Angela Kelsey

Tell the Story

Polanski and “getting over it”

Filed in Dating Violence, Domestic Violence :: September 29, 2009

I've been thinking about Roman Polanski's extradition fight.

My first reaction was that he should have come back (or been brought back) to the US to face his charges long ago.  I am not swayed by references to his artistic talent or claims that he has suffered by his self-imposed exile in Europe.

His victim's position that she has gotten over the rape, and that the media's focus on her story, more than Polanski's rape, has caused her harm, has given me second thoughts.

What role should the victim play in decisions about prosecutions of crime?  How does a victim's desire to never think or talk about an event again fit into the equation?  How does any of us decide when to speak the truth about the past and when to be "over" a painful subject? 

Kate Harding wrote a piece on Salon today that's worth reading in its entirety.  But her argument about the victim's role brought me full circle to being sure that Polanski needs to return to California:

"But what of the now-45-year-old victim, who received a settlement
from Polanski in a civil case, saying she'd like to see the charges
dropped? Shouldn't we be honoring her wishes above all else?

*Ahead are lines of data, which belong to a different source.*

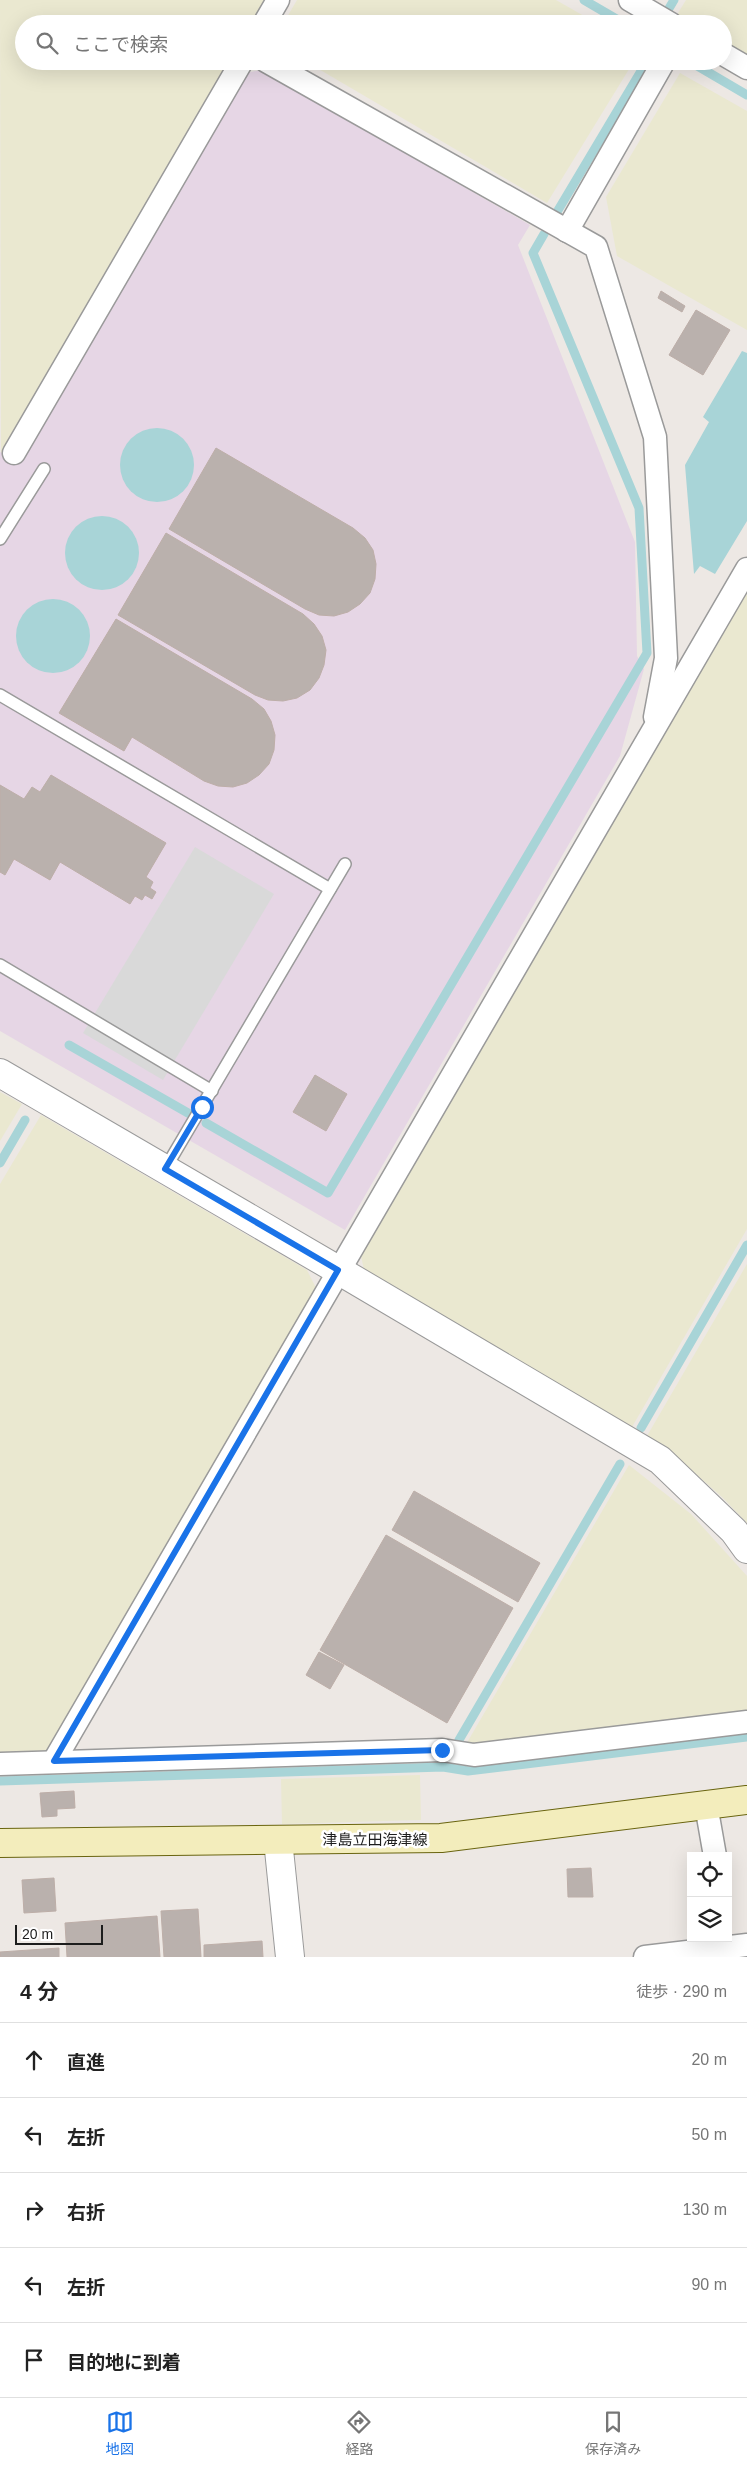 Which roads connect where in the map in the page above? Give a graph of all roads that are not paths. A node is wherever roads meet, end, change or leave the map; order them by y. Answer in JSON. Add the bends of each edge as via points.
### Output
{"nodes":[{"id":1,"x":278,"y":0,"type":"edge"},
{"id":2,"x":630,"y":0,"type":"edge"},
{"id":3,"x":269,"y":15,"type":"edge"},
{"id":4,"x":656,"y":15,"type":"edge"},
{"id":5,"x":732,"y":59,"type":"edge"},
{"id":6,"x":747,"y":68,"type":"edge"},
{"id":7,"x":237,"y":70,"type":"edge"},
{"id":8,"x":282,"y":70,"type":"edge"},
{"id":9,"x":659,"y":70,"type":"edge"},
{"id":10,"x":567,"y":231,"type":"junction"},
{"id":11,"x":14,"y":453,"type":"dead end"},
{"id":12,"x":44,"y":469,"type":"dead end"},
{"id":13,"x":0,"y":539,"type":"edge"},
{"id":14,"x":747,"y":570,"type":"edge"},
{"id":15,"x":0,"y":696,"type":"edge"},
{"id":16,"x":652,"y":732,"type":"junction"},
{"id":17,"x":344,"y":864,"type":"dead end"},
{"id":18,"x":330,"y":889,"type":"junction"},
{"id":19,"x":0,"y":965,"type":"edge"},
{"id":20,"x":0,"y":1073,"type":"edge"},
{"id":21,"x":212,"y":1090,"type":"junction"},
{"id":22,"x":165,"y":1169,"type":"junction"},
{"id":23,"x":338,"y":1270,"type":"junction"},
{"id":24,"x":747,"y":1549,"type":"edge"},
{"id":25,"x":747,"y":1722,"type":"edge"},
{"id":26,"x":54,"y":1761,"type":"junction"},
{"id":27,"x":0,"y":1764,"type":"edge"},
{"id":28,"x":747,"y":1800,"type":"edge"},
{"id":29,"x":706,"y":1805,"type":"junction"},
{"id":30,"x":278,"y":1840,"type":"junction"},
{"id":31,"x":0,"y":1843,"type":"edge"},
{"id":32,"x":714,"y":1852,"type":"edge"},
{"id":33,"x":735,"y":1945,"type":"edge"},
{"id":34,"x":290,"y":1957,"type":"edge"},
{"id":35,"x":645,"y":1957,"type":"edge"}],
"edges":[{"from":1,"to":3,"type":"street"},
{"from":2,"to":4,"type":"street"},
{"from":5,"to":6,"type":"street"},
{"from":7,"to":11,"type":"street"},
{"from":8,"to":10,"type":"street"},
{"from":9,"to":10,"type":"street"},
{"from":10,"to":16,"type":"street","via":[[596,247],[656,437],[666,658]]},
{"from":12,"to":13,"type":"lane"},
{"from":14,"to":16,"type":"street"},
{"from":15,"to":18,"type":"lane"},
{"from":16,"to":23,"type":"street"},
{"from":17,"to":18,"type":"lane"},
{"from":18,"to":21,"type":"lane"},
{"from":19,"to":21,"type":"lane"},
{"from":20,"to":22,"type":"street"},
{"from":21,"to":22,"type":"lane"},
{"from":22,"to":23,"type":"street"},
{"from":23,"to":24,"type":"street","via":[[660,1460],[734,1531]]},
{"from":23,"to":26,"type":"street"},
{"from":25,"to":26,"type":"street","via":[[474,1755],[442,1750]]},
{"from":26,"to":27,"type":"street"},
{"from":28,"to":29,"type":"main road","name":"津島立田海津線"},
{"from":29,"to":30,"type":"main road","name":"津島立田海津線","via":[[441,1838]]},
{"from":29,"to":32,"type":"street"},
{"from":30,"to":31,"type":"main road","name":"津島立田海津線"},
{"from":30,"to":34,"type":"street"},
{"from":33,"to":35,"type":"street"}]}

In a word, no. At least, not entirely. I happen to believe we should
honor her desire not to be the subject of a media circus, which is why
I haven't named her here, even though she chose to make her identity
public long ago. But as for dropping the charges, Fecke said it quite
well: 'I understand the victim's feelings on this. And I sympathize, I
do. But for good or ill, the justice system doesn't work on behalf of
victims; it works on behalf of justice.'

It works on behalf of the people, in fact — the people whose
laws in every state make it clear that both child rape and fleeing
prosecution are serious crimes. The point is not to keep 76-year-old
Polanski off the streets or help his victim feel safe. The point is
that drugging and raping a child, then leaving the country before you
can be sentenced for it, is behavior our society should not — and at
least in theory, does not — tolerate, no matter how famous, wealthy or
well-connected you are, no matter how old you were when you finally got
caught, no matter what your victim says about it now, no matter how
mature she looked at 13, no matter how pushy her mother was, and no
matter how many really swell movies you've made."

Amen, Kate. 

1 Comment

  1. susan

    beautiful piece here. i started my own online discussion on this last week and was stunned by some responses i saw. i am entirely with you on this, including the role of the victim.